Databricks joined the party a few weeks after the launch of Snowflake and MongoDB product fireworks. The San Francisco-based data lakehouse company has received a lot of attention at the ongoing data and AI summit, starting with Project Lightspeed, which aims to improve streaming data processing to a more open delta lake and improve MLFlow. I made an announcement that should be done.

However, the summit is not just about improving the platform with Databricks. Players forming part of the latest data stack have also announced new and improved integrations to help customers maximize their investment in lakehouses.

Below is an overview of the major new integrations.

Monte Carlo

Data observability provider Monte Carlo was the first to announce rapid code-free integration to enable enterprise users to obtain end-to-end data observability for the Databricks data pipeline. The company enables companies to connect Monte Carlo to the Databricks Metastore, Unity Catalog, or Delta Lake and use them to quickly identify data freshness, quantity, distribution, schema, lineage, and related anomalies. I said I plan to do it. With them. In this way, the team quickly detects structured and unstructured data incidents, from ingestion into databricks to the business intelligence (BI) layer, and resolves them before they impact downstream users. I can do it.

acceldata

Acceldata, a competitor in Monte Carlo’s data observability space, has also announced the integration of end-to-end data pipeline visibility.

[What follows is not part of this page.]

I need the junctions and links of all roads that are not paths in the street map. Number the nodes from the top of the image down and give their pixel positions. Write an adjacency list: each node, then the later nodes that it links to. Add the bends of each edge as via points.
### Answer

The solution tracks pipeline quality inside and outside Databricks, flags incidents, and also includes performance optimization features such as automated stability tracking and cost intelligence.

Rohit Choudhary, Founder and CEO of Acceldata, said: “With this integration, the Acceldata Data Observable Cloud (also) provides customers with an additional layer of cost intelligence to detect and reduce inefficiencies, optimize performance and maximize their investment in Databricks. “

Decodeable

Data engineering company Decodable has announced a new Delta Lake connector that allows you to bring streaming data into Databricks in an easy and cost-effective way.

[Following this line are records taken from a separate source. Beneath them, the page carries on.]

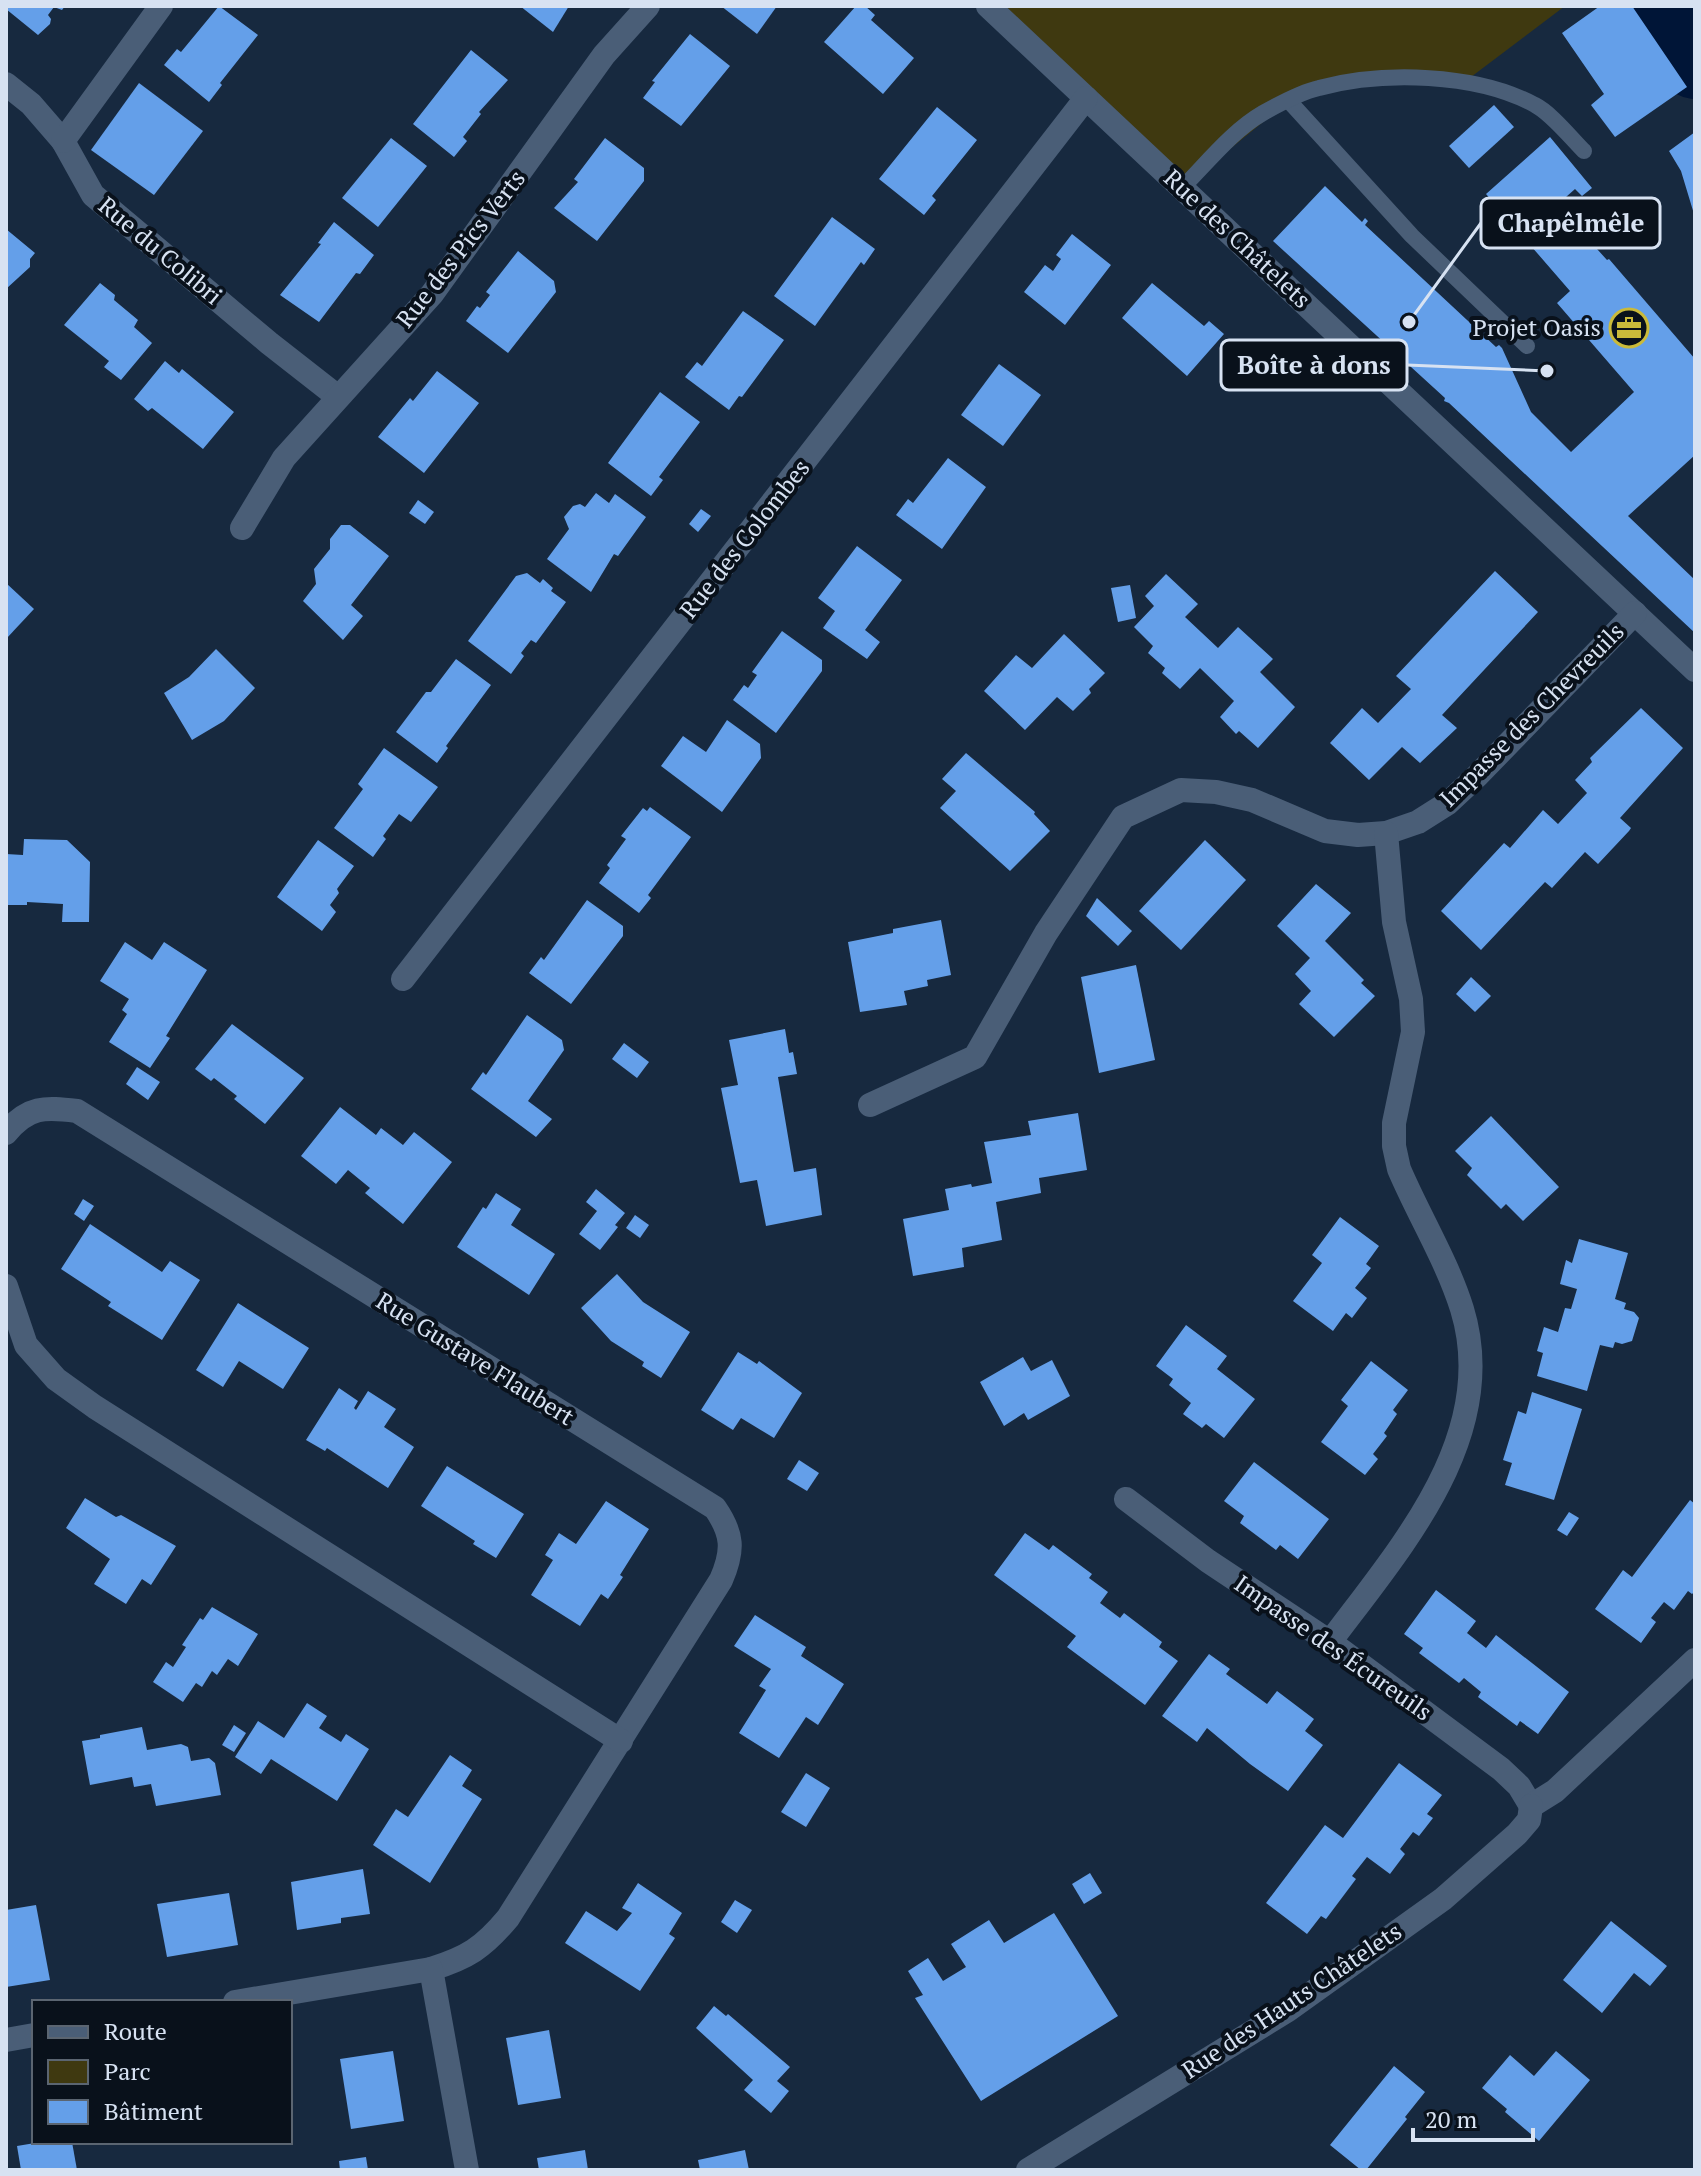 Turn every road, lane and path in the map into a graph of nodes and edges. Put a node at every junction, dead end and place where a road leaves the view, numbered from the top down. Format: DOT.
graph roads {
  1 [pos="161,6"];
  2 [pos="648,6"];
  3 [pos="988,6"];
  4 [pos="6,84"];
  5 [pos="1086,98"];
  6 [pos="1289,101"];
  7 [pos="63,141"];
  8 [pos="1584,151"];
  9 [pos="1182,188"];
  10 [pos="1527,346"];
  11 [pos="338,397"];
  12 [pos="242,528"];
  13 [pos="1635,613"];
  14 [pos="1695,670"];
  15 [pos="1386,833"];
  16 [pos="403,979"];
  17 [pos="870,1105"];
  18 [pos="6,1133"];
  19 [pos="6,1286"];
  20 [pos="1126,1499"];
  21 [pos="1330,1642"];
  22 [pos="1695,1660"];
  23 [pos="621,1741"];
  24 [pos="1531,1806"];
  25 [pos="431,1969"];
  26 [pos="247,2000"];
  27 [pos="32,2035"];
  28 [pos="6,2040"];
  29 [pos="467,2170"];
  30 [pos="1028,2170"];
  1 -- 7 [label="street"];
  2 -- 11 [label="street, Rue des Pics Verts"];
  3 -- 5 [label="street, Rue des Châtelets"];
  4 -- 7 [label="street, Rue du Colibri"];
  5 -- 9 [label="street, Rue des Châtelets"];
  5 -- 16 [label="street, Rue des Colombes"];
  6 -- 8 [label="lane"];
  6 -- 9 [label="lane"];
  6 -- 10 [label="lane"];
  7 -- 11 [label="street, Rue du Colibri"];
  9 -- 13 [label="street, Rue des Châtelets"];
  11 -- 12 [label="street, Rue des Pics Verts"];
  13 -- 14 [label="street, Rue des Châtelets"];
  13 -- 15 [label="street, Impasse des Chevreuils"];
  15 -- 17 [label="street, Impasse des Chevreuils"];
  15 -- 21 [label="street"];
  18 -- 23 [label="street, Rue Gustave Flaubert"];
  19 -- 23 [label="street"];
  20 -- 21 [label="street, Impasse des Écureuils"];
  21 -- 24 [label="street, Impasse des Écureuils"];
  22 -- 24 [label="street"];
  23 -- 25 [label="street, Rue Gustave Flaubert"];
  24 -- 30 [label="street, Rue des Hauts Châtelets"];
  25 -- 26 [label="street, Rue Gustave Flaubert"];
  25 -- 29 [label="street"];
  27 -- 28 [label="street"];
}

The current process of capturing streaming data involves batch processing, which is costly and complex. However, the new connector, now generally available, is the bronze and silver stage of the Databricks medallion data layer architecture, which can be taken from any source in the cloud to allow application developers and data engineers to quickly connect streaming data. Available with a free Decodable developer account, you can unlock the host of Databricks’ powerful AI and analytics capabilities.

Sigma computing

San Francisco-based Sigma Computing has announced an integration that makes analytics interfaces like no-code spreadsheets available in Databricks. This will enable all business users working with companies leveraging Databricks to analyze cloud-scale live data at a detailed level. The integration requires a one-time deployment, where users can create advanced pivot tables, create dashboards, iterate, aggregate or free drill into dynamic live data in the data lakehouse. I can do it.

The Databricks Data + AI Summit ends today, June 30th.

Venture Beat’s mission It’s about becoming a Digital Town Square for technical decision makers to gain knowledge about innovative enterprise technologies and transactions. See membership details.